White Walls

The room was perfect white. Not spacious or sparse, simply white, the detritus scattered around it’s interior sterile and blank in design but stiflingly busy in practice. Ingenious décor for a jail cell, the sole occupant thought to himself. The whiteness would deny rage, if he’d been willing to express any, and the clutter of needless ornaments and furniture made it a living place, rather than simply a waiting one. A coffee table, a bed, functionally useless tables and cabinets, lamps, a radio, a TV, even chintzy flourishes like statues of pastoral maids and shepherd boys culled from time warped junk shops only to be re-made in immaculate white. Like everything else. There were more modern pieces too, abstract shapes, some seeming to melt across table edges while others emerged from pure walls. All fragile, all breakable but sat on the floor in the midst of it all as effective in holding him as iron bars would have been.
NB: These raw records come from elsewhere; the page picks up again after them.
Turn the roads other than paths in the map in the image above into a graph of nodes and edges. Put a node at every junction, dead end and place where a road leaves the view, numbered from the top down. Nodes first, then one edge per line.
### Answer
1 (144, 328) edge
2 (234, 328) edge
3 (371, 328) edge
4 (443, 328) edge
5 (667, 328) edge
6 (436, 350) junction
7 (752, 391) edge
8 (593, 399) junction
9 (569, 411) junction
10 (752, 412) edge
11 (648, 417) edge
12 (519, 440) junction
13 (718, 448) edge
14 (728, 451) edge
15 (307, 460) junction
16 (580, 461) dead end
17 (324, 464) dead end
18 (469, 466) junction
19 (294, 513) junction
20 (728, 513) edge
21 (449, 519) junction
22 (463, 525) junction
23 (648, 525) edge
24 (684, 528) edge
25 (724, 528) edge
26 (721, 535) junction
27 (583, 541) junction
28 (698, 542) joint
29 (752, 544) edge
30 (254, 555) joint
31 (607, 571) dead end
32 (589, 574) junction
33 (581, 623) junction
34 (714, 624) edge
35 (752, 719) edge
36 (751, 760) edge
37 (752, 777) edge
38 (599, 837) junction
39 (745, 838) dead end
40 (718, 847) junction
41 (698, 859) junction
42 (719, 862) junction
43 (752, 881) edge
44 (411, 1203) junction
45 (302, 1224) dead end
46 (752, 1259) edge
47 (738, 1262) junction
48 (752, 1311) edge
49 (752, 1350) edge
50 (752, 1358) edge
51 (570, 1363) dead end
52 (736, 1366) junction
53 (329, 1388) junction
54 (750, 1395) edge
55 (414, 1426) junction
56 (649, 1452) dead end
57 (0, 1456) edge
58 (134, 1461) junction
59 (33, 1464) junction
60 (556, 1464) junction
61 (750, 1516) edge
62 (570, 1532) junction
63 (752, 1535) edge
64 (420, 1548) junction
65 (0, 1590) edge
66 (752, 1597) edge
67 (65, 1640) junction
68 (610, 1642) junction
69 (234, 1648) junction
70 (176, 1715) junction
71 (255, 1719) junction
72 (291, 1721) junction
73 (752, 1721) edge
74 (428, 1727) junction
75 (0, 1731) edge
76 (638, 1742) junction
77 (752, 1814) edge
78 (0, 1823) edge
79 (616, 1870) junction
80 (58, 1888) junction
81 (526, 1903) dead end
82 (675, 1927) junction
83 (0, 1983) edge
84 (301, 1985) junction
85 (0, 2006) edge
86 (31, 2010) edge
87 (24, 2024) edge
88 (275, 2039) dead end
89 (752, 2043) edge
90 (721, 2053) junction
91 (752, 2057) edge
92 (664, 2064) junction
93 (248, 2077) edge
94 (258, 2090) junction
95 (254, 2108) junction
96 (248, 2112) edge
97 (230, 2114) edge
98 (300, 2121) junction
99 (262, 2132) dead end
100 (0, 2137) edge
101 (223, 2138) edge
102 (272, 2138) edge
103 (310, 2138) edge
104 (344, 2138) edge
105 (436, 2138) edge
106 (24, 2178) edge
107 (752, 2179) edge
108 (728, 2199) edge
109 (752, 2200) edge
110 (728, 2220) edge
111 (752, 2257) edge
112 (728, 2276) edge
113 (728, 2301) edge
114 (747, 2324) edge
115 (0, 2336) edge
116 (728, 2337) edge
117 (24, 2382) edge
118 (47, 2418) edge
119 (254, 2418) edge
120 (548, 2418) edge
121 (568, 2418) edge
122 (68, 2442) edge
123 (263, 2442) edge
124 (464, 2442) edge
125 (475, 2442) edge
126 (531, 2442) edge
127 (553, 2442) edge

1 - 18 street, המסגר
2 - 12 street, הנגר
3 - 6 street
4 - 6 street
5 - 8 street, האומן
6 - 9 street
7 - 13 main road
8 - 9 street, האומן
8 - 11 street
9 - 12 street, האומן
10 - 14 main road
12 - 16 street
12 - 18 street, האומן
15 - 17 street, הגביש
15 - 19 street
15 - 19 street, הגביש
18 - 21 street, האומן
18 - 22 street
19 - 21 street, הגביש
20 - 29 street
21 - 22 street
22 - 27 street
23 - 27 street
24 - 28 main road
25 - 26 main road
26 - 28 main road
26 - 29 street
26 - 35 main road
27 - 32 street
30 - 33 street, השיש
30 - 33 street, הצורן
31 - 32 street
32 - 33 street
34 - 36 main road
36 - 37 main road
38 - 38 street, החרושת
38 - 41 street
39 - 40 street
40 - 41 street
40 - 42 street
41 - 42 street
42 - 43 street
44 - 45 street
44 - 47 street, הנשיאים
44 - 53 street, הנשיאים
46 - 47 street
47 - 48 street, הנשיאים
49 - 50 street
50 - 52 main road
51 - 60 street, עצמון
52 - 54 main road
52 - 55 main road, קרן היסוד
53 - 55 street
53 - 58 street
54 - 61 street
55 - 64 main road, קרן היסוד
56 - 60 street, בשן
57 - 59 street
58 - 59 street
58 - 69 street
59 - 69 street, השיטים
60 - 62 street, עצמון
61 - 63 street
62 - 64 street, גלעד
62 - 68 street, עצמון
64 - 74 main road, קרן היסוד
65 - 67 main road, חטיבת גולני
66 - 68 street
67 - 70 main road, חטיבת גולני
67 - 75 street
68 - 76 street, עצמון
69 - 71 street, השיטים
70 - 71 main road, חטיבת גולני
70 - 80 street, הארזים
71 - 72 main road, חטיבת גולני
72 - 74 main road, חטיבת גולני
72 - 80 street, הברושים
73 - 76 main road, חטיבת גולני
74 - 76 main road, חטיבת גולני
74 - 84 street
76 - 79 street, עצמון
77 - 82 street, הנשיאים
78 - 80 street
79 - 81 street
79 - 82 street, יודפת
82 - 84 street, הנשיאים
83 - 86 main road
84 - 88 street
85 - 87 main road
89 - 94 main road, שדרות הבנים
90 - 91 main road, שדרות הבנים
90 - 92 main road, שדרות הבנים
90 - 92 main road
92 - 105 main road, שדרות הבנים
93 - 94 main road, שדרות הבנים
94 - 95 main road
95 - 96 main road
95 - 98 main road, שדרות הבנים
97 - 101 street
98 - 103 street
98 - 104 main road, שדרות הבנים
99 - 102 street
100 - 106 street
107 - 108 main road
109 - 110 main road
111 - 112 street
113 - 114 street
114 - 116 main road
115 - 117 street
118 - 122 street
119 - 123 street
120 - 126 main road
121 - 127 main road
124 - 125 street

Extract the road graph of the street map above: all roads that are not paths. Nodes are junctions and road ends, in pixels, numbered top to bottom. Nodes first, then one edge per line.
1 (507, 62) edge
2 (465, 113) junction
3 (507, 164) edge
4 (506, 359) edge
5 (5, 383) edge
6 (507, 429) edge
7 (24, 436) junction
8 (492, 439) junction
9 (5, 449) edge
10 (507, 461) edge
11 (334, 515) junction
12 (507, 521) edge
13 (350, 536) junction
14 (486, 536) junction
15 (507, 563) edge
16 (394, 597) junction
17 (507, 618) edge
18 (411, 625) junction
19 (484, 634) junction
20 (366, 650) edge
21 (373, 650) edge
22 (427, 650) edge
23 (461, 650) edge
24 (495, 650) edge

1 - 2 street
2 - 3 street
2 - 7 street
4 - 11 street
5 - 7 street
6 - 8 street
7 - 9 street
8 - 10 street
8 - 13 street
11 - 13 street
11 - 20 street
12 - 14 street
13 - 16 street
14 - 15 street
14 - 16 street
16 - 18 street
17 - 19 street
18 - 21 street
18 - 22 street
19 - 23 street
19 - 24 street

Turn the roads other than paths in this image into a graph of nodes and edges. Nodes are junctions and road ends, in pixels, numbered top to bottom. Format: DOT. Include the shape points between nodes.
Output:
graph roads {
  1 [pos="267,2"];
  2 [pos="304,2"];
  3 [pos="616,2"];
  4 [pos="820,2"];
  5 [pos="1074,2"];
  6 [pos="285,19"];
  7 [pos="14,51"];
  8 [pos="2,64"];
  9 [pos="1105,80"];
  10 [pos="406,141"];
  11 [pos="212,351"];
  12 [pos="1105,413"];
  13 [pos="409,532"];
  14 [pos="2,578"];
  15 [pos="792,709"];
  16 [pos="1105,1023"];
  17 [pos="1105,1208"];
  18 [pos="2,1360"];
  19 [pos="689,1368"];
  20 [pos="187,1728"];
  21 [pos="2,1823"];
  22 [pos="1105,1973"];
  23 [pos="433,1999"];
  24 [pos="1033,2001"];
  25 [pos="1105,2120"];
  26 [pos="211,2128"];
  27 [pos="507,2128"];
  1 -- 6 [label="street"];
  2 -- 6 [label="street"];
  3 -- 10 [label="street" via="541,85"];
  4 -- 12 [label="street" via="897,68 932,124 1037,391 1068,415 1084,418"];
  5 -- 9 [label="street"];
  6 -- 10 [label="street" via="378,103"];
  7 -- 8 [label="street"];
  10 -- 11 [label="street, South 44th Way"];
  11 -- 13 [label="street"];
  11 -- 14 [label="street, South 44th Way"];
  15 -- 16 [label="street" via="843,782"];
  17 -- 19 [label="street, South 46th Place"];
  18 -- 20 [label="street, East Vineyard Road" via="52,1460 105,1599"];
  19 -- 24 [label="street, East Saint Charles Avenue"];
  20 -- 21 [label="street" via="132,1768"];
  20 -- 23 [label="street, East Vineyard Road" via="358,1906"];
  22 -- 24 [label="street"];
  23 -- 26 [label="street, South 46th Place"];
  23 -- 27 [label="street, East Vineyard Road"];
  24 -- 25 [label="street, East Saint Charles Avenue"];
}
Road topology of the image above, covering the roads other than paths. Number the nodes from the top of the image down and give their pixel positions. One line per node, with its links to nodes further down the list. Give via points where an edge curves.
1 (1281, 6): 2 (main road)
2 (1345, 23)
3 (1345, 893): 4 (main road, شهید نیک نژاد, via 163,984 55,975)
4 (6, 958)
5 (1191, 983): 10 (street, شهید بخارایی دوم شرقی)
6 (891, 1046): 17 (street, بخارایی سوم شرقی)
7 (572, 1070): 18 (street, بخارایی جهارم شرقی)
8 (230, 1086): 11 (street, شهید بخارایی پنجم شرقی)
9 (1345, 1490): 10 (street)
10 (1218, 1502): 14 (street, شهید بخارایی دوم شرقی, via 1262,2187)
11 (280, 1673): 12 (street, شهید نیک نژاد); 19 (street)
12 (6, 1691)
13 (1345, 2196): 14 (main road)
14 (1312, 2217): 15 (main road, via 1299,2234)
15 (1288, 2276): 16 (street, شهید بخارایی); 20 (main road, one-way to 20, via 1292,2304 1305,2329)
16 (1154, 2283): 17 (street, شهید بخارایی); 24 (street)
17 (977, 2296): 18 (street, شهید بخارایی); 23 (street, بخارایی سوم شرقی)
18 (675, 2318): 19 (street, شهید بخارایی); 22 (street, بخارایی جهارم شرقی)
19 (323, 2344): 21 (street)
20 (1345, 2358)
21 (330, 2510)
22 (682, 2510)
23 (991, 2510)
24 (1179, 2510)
Wreck it all. Throw, punch, kick and smash it all apart and the carefully constructed perfection would be gone. There was no restraint to hold him back from doing so, but nothing else would change beyond the immediate force of the act. The wardens certainly wouldn’t care, isolated as he was they’d never even see. There’d be no freedom born out of the destruction, no relief or release. He’d just be stuck in the same cell, only with all around him sullied by his own brute invasion. The junk and scuffed marks that remained would all be his, guilty against the cold judgement of the room. The inevitability of the result sapped the value of the action.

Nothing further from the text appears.